首藤瓜於:差し手の顔 脳男 2 上・下

指し手の顔(上) 脳男2 (講談社文庫)

指し手の顔(上) 脳男2 (講談社文庫)

指し手の顔(下) 脳男2 (講談社文庫)

指し手の顔(下) 脳男2 (講談社文庫)

勤務する病院に、精神科病棟退院後の長期的ケアを目的とする「第二外来」を創設した精神科医鷲谷真梨子は、その趣旨に賛同して多額の寄付をしたという謎めいた女性に邂逅する。一方で、有能ながら無愛想で攻撃的な刑事の茶屋は、コンベンションセンターでの無差別殺人事件を追う中で、新聞記者の失踪や動機のわからない無差別殺傷事件に出会い、ただならぬ状況に追い込まれる。そしてそれらの事件の背景に、以前警察をあざ笑うがごとくさまざまな騒動を引き起こし、現在逃亡中の「鈴木一郎」という、いまもって謎めきつつ超人的な能力を持つ男の影がちらつきはじめる。

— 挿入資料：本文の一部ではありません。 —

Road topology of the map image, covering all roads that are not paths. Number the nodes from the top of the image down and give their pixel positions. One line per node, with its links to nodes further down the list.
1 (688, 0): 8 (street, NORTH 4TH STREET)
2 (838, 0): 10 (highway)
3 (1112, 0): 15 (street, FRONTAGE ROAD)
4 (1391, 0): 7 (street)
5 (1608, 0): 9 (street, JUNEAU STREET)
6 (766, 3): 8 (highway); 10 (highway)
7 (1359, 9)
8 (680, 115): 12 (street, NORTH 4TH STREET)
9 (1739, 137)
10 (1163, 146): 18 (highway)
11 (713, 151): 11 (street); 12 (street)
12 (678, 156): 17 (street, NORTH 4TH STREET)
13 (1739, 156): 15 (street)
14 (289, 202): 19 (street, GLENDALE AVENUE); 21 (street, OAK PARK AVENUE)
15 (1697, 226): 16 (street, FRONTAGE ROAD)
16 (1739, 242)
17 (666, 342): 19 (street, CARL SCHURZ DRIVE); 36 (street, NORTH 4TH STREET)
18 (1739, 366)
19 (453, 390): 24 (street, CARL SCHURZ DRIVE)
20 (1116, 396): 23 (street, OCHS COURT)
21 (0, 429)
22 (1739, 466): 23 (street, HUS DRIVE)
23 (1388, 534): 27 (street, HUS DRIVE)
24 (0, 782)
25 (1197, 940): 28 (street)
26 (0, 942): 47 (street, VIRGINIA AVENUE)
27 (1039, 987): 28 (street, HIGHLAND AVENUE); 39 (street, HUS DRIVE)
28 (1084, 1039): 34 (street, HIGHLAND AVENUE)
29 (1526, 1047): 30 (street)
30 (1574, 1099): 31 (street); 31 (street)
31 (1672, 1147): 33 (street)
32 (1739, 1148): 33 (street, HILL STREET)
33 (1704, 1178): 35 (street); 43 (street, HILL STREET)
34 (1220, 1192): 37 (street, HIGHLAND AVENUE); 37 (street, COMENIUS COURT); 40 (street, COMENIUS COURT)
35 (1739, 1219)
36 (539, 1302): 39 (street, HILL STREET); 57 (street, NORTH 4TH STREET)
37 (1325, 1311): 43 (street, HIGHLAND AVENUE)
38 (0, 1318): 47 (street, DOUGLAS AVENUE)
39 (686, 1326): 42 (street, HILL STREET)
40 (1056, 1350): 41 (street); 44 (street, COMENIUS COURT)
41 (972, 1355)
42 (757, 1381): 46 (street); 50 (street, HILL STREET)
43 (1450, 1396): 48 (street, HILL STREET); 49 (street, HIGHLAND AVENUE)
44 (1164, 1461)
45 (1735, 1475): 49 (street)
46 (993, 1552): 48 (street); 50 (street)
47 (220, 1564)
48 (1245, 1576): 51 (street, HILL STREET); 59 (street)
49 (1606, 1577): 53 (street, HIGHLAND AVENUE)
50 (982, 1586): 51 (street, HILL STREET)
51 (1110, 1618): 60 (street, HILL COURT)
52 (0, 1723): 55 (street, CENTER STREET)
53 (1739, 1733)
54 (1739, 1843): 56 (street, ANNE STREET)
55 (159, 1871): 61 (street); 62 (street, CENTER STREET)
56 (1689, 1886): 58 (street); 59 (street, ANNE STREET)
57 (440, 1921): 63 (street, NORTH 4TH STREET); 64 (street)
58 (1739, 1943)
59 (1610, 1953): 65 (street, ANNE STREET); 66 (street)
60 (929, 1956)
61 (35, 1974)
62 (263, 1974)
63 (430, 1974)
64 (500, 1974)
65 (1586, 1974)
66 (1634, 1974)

前作「脳男」の続編で、登場人物もかなり重複するところがあるのですが、読み始めた時点ではさっぱり覚えていなくて多少とまどいました。でもまあ、本書で徐々に説明されてゆくので、最終的には気になりません。というか、「脳男」を読んでない人でも物語の世界を楽しめてしまい、なおかつ「脳男」読んで見たくなってしまうと言うところに、相変わらずの筆者の巧みさを感じさせられました。


内容はと言うと、なんだか血なまぐささが増量されたように感じます。まあよく人が殺されるし、殺され方も尋常ではありません。一方で、「鈴木一郎」という存在を頂点に成立する人間のこころのありように関する描写も、これもまたなかなか味が濃い。県警本部と所轄の軋轢や管理官の政治性、そしてそれらをぶちこわす茶屋の存在と茶屋を取り巻く奇妙な鑑識官などの存在も、つぶさに描かれているところが憎らしいというか、うまいのです。

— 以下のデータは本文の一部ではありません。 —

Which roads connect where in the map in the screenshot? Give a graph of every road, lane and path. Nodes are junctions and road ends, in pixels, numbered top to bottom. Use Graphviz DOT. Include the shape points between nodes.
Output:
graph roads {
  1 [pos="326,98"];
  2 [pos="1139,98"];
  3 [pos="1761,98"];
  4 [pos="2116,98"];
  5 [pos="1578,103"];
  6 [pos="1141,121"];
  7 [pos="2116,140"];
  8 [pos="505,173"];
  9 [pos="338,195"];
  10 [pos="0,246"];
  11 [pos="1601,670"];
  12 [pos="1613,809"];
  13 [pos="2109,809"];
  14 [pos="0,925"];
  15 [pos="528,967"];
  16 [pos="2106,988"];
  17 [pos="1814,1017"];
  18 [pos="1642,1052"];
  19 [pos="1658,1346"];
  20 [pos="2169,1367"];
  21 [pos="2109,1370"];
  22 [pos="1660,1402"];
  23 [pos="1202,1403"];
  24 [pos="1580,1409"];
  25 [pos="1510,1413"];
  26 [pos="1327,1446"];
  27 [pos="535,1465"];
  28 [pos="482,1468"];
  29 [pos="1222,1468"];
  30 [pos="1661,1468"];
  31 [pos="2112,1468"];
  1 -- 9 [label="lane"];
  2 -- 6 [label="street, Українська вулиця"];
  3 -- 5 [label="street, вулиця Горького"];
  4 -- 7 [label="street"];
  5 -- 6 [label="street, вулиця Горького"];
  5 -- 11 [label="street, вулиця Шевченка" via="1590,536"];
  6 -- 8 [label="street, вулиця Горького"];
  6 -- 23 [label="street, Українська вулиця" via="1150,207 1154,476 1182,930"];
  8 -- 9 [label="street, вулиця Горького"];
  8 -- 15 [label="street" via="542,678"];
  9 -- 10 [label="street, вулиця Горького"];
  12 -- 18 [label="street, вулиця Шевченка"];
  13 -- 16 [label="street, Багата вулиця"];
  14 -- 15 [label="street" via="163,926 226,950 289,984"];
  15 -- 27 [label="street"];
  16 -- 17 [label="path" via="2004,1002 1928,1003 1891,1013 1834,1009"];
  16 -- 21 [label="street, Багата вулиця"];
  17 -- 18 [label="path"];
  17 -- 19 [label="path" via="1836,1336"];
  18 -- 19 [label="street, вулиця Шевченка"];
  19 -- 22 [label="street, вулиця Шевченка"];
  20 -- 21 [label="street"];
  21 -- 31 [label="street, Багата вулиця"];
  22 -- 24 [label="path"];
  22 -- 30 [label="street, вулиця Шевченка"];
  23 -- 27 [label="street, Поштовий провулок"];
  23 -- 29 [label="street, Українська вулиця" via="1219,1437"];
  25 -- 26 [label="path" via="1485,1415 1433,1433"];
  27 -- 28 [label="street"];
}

相変わらずのスピード感あふれる筆致にどんどんと読む手は進み、気がついたら残り頁は僅少、ほんとうにこれで物語が収束するのかと思ったら見事な返し技を決められた、そんな心持ちにされる展開だったので、ちょっと狙い澄ますがあまりひねりが効き過ぎているような気もしましたが、全体としてはとても楽しく読み通せました。そして、相変わらず「脳男」が思い出せないところが、また心憎いのです。